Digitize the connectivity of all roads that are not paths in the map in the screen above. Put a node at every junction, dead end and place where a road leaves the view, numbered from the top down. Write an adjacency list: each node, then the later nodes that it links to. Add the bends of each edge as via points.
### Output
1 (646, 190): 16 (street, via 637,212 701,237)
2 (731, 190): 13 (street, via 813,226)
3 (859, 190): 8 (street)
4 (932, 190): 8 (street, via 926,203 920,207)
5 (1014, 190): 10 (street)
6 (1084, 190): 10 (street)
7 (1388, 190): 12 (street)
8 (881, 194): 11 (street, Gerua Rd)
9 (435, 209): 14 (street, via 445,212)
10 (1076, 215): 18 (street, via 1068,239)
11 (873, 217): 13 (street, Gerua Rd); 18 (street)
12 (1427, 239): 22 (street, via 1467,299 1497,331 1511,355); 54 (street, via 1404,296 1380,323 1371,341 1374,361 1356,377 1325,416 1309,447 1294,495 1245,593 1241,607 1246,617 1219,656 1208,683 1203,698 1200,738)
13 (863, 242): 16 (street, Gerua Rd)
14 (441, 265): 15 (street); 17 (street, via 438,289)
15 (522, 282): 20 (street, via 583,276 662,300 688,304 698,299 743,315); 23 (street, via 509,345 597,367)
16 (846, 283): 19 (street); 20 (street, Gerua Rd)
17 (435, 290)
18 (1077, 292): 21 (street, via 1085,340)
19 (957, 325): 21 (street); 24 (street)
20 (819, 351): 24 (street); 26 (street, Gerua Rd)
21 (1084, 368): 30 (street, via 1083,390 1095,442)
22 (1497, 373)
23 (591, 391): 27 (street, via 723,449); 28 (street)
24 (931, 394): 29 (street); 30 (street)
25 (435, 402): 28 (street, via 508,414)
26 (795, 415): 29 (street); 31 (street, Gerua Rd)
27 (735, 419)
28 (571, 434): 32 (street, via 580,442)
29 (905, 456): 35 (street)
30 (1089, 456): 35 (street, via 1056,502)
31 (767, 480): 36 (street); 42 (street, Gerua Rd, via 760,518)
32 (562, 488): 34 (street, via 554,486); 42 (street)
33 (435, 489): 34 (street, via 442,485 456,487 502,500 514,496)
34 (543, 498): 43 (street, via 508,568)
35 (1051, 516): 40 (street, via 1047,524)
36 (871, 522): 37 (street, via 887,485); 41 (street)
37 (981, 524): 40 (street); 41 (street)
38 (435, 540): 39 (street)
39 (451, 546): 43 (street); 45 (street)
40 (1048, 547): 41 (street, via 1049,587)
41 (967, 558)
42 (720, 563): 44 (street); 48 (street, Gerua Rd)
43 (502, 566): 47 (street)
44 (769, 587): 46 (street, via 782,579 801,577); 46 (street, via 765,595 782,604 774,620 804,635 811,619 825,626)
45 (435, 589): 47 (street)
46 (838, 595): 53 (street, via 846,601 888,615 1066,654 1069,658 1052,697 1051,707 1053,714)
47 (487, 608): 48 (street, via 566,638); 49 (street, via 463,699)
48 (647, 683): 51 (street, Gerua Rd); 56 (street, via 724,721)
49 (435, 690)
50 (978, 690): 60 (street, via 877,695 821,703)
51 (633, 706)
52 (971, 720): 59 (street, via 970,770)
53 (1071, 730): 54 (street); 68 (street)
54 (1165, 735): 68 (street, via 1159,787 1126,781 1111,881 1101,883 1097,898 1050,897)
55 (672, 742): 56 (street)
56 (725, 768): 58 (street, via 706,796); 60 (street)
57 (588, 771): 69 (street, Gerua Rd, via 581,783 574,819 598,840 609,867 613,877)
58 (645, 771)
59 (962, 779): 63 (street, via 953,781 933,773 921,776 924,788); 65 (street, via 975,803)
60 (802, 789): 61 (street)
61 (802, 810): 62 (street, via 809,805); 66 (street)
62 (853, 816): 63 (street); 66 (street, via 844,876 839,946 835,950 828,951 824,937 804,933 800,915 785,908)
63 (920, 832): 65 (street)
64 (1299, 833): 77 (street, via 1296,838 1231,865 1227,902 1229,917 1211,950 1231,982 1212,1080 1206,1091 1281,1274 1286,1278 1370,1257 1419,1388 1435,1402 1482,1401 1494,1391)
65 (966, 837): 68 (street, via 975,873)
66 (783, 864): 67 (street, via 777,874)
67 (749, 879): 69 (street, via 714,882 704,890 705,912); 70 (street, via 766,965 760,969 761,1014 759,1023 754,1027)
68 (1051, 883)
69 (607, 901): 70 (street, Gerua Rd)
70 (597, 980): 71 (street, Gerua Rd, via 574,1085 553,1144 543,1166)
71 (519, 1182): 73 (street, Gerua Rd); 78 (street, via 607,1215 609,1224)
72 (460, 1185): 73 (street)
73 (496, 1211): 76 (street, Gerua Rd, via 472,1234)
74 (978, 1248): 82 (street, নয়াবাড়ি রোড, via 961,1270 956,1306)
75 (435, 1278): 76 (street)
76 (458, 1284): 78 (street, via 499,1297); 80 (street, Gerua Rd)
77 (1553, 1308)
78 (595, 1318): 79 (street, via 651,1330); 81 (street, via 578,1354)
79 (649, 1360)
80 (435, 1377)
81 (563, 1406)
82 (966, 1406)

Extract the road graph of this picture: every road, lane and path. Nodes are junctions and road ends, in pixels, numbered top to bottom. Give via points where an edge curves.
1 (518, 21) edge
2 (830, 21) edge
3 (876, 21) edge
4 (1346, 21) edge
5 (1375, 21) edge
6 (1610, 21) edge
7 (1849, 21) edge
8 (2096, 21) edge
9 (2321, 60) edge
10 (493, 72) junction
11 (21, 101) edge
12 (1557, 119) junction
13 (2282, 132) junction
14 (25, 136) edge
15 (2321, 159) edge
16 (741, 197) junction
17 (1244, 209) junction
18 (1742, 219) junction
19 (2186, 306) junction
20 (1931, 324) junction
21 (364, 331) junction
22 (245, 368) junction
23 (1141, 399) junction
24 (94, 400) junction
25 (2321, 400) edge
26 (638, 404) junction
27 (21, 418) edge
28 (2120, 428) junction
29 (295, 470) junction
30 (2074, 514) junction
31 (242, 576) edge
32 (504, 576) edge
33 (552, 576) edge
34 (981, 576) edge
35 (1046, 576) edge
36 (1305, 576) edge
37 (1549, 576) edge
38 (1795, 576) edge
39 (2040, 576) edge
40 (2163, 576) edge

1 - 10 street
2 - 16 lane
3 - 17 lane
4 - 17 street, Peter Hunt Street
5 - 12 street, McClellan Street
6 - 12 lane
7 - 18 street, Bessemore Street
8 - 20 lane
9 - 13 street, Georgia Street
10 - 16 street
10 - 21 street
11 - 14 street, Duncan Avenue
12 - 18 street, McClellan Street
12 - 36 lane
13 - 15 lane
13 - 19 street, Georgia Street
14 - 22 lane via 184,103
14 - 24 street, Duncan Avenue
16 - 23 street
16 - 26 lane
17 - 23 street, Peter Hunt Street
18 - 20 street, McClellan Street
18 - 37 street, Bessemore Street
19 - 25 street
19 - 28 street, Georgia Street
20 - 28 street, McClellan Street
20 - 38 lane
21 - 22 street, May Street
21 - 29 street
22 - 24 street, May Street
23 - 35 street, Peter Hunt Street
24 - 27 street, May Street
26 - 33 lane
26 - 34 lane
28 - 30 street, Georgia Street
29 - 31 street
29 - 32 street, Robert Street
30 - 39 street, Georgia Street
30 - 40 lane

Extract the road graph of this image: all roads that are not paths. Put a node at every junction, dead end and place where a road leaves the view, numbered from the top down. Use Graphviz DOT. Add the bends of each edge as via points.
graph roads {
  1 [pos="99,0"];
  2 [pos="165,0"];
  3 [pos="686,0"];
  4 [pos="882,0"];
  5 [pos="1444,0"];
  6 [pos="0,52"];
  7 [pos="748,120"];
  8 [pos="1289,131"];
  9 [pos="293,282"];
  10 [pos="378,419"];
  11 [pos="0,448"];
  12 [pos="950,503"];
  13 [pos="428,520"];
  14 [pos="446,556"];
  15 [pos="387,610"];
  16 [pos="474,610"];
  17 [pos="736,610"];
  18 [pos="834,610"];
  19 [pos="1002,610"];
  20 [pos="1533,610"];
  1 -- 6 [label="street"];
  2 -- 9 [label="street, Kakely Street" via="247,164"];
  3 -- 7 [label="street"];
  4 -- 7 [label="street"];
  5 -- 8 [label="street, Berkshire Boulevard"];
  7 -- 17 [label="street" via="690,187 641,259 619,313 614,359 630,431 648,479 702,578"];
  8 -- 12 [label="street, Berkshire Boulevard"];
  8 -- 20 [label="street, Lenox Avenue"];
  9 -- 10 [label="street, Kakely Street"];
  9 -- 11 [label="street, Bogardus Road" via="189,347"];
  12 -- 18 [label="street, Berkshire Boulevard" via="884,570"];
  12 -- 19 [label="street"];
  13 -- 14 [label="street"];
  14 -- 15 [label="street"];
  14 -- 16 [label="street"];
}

============================================================

Task prompt — Which lines of the data include the string "every"? Find them and copy each one.

Response box —
Digitize the connectivity of all roads that are not paths in the map in the screen above. Put a node at every junction, dead end and place where a road leaves the view, numbered from the top down. Write an adjacency list: each node, then the later nodes that it links to. Add the bends of each edge as via points.
Extract the road graph of this picture: every road, lane and path. Nodes are junctions and road ends, in pixels, numbered top to bottom. Give via points where an edge curves.
Extract the road graph of this image: all roads that are not paths. Put a node at every junction, dead end and place where a road leaves the view, numbered from the top down. Use Graphviz DOT. Add the bends of each edge as via points.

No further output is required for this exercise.